→ **Records for this task**:
^^^^^^^^

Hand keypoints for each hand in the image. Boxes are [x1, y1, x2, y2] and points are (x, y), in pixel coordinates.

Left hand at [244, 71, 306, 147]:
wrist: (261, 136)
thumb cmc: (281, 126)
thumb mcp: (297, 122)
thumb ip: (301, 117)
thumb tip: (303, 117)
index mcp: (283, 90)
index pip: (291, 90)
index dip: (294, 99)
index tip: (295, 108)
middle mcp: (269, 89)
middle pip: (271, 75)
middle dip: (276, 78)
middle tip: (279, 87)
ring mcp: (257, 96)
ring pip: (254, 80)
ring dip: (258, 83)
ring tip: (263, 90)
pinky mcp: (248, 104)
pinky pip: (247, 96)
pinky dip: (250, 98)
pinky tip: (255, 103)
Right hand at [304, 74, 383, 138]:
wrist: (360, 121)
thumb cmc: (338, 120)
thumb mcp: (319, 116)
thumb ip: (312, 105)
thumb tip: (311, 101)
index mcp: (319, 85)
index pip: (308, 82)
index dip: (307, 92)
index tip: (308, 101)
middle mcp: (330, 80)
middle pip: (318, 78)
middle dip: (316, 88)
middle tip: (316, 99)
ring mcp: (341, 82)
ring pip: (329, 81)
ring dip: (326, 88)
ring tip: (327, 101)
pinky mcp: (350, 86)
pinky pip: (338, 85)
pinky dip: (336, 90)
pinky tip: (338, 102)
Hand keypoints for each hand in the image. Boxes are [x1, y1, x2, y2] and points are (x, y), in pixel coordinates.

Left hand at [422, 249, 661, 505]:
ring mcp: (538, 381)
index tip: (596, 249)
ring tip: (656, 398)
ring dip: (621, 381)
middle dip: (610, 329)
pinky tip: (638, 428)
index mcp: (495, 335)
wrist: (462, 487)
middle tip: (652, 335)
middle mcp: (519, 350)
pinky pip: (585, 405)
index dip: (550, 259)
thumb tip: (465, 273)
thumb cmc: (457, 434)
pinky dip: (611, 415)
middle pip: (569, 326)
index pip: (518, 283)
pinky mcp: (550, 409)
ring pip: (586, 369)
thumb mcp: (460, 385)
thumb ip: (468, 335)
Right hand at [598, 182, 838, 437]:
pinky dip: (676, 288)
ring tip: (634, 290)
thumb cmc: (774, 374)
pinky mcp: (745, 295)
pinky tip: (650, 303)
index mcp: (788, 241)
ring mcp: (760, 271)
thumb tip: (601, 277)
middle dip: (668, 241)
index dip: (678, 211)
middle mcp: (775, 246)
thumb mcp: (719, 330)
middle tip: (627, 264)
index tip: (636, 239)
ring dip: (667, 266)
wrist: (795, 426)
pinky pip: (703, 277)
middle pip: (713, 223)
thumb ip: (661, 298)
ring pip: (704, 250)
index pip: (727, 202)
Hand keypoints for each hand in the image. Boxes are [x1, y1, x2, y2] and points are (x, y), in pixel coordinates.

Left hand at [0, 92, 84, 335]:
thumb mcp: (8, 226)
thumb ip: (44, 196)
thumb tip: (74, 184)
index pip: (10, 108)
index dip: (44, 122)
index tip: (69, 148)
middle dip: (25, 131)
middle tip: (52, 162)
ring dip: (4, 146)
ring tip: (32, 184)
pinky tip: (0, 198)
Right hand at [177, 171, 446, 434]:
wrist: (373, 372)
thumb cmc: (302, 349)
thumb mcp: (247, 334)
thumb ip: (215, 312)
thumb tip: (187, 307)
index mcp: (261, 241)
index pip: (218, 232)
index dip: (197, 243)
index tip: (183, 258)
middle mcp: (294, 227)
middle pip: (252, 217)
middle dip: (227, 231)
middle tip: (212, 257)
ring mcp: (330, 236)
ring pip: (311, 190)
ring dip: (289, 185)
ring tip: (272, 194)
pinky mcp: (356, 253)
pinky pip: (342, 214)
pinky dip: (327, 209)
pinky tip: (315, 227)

^^^^^^^^

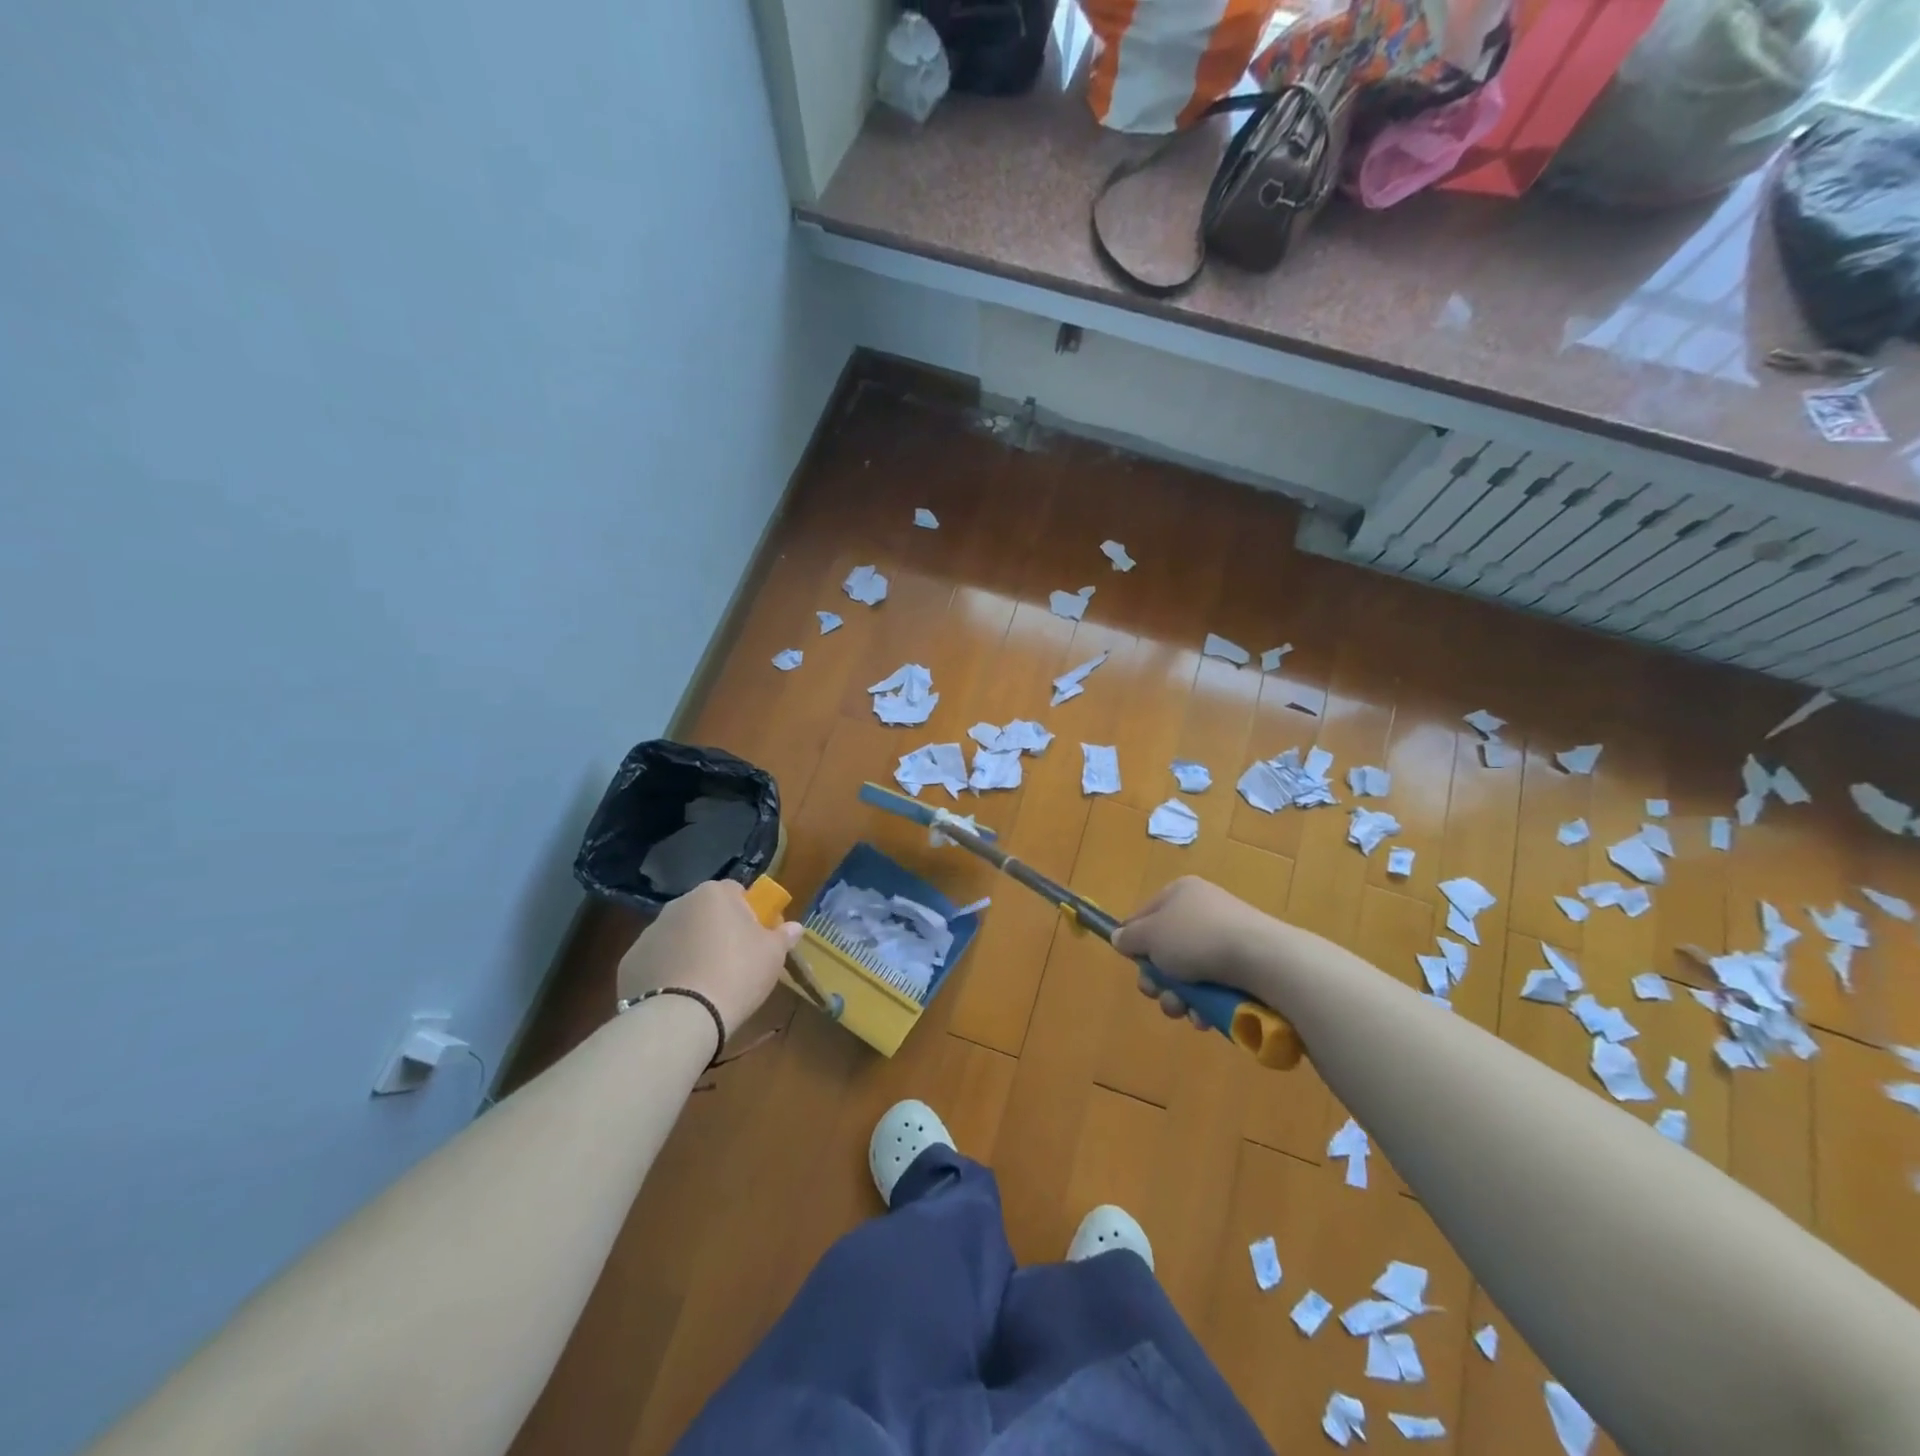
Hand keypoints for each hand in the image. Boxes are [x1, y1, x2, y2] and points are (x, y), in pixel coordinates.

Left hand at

^^^^^^^^

→ **Assigned task**:
Please reproduce exactly the lines in the listing above from the one containing "index tip: (183, 258)" through the one containing "pinky tip: (315, 227)", both included, and nothing more.

→ **Exercise solution**:
index tip: (183, 258)
middle mcp: (294, 227)
middle pip: (252, 217)
middle dip: (227, 231)
middle tip: (212, 257)
ring mcp: (330, 236)
ring pip: (311, 190)
ring dip: (289, 185)
ring tip: (272, 194)
pinky mcp: (356, 253)
pinky pip: (342, 214)
pinky dip: (327, 209)
pinky tip: (315, 227)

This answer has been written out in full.